[Opening Source records section]

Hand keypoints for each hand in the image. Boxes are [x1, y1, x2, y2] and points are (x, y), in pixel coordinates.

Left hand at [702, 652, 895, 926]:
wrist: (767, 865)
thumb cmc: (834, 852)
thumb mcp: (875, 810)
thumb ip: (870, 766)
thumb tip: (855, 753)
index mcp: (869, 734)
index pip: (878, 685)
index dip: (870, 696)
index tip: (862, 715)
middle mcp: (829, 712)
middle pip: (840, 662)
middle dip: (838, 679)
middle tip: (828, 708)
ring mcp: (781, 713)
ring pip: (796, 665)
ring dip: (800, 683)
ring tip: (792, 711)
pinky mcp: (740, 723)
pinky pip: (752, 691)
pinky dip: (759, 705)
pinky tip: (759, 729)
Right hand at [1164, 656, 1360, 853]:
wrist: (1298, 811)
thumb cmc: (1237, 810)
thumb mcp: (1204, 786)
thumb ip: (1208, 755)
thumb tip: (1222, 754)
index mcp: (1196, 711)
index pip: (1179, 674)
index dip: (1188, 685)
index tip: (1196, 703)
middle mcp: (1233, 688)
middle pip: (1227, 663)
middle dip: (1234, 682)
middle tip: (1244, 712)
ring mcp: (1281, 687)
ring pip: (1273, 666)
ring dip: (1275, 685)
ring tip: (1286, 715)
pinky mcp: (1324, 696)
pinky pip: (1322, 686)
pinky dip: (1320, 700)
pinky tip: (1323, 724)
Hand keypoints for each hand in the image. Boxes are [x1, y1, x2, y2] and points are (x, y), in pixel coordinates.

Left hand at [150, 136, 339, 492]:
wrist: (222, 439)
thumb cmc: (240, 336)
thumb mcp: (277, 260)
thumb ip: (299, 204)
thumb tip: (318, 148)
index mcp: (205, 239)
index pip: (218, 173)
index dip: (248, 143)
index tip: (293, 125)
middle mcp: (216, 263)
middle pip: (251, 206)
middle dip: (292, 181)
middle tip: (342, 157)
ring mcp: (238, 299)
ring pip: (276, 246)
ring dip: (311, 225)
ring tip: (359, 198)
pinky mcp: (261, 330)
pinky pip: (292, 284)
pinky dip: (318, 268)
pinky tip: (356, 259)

[Closing Source records section]
[Opening Source records section]

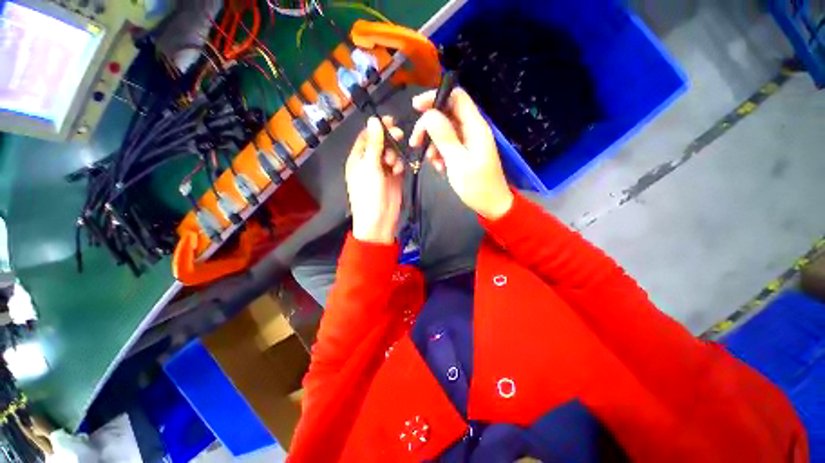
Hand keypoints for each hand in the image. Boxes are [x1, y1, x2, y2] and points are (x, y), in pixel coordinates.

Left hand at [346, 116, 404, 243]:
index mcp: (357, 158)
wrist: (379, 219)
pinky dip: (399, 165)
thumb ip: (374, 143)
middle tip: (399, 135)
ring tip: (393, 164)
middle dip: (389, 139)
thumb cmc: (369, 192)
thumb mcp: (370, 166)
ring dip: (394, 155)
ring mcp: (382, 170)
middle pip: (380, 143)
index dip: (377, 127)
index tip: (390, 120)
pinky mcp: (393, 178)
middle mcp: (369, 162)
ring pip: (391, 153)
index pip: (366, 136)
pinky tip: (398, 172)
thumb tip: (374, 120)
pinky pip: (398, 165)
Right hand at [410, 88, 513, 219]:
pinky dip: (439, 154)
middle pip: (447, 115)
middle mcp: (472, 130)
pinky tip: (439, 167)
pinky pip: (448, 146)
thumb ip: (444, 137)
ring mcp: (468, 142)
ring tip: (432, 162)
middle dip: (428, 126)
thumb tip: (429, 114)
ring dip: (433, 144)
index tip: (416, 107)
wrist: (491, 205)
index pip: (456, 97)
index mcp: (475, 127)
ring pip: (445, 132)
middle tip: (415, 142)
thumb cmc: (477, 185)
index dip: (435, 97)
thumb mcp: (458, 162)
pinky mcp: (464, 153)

[Closing Source records section]

Task: Look for the word "hand" in every line of the listing and copy the lines that have it.

Written response:
Hand keypoints for each hand in the image. Boxes are [x1, y1, x2, y2] and points are (x, y), in pixel coordinates.
Left hand at [702, 652, 895, 926]:
Right hand at [1164, 656, 1360, 853]:
Hand keypoints for each hand in the image. Boxes are [x1, y1, x2, y2] and points are (x, y), in pixel coordinates.
Left hand at [150, 136, 339, 492]:
Hand keypoints for each hand in the image. Boxes are [x1, y1, x2, y2] and points are (x, y), in pixel coordinates.
Left hand at [346, 116, 404, 243]:
Right hand at [410, 88, 513, 219]:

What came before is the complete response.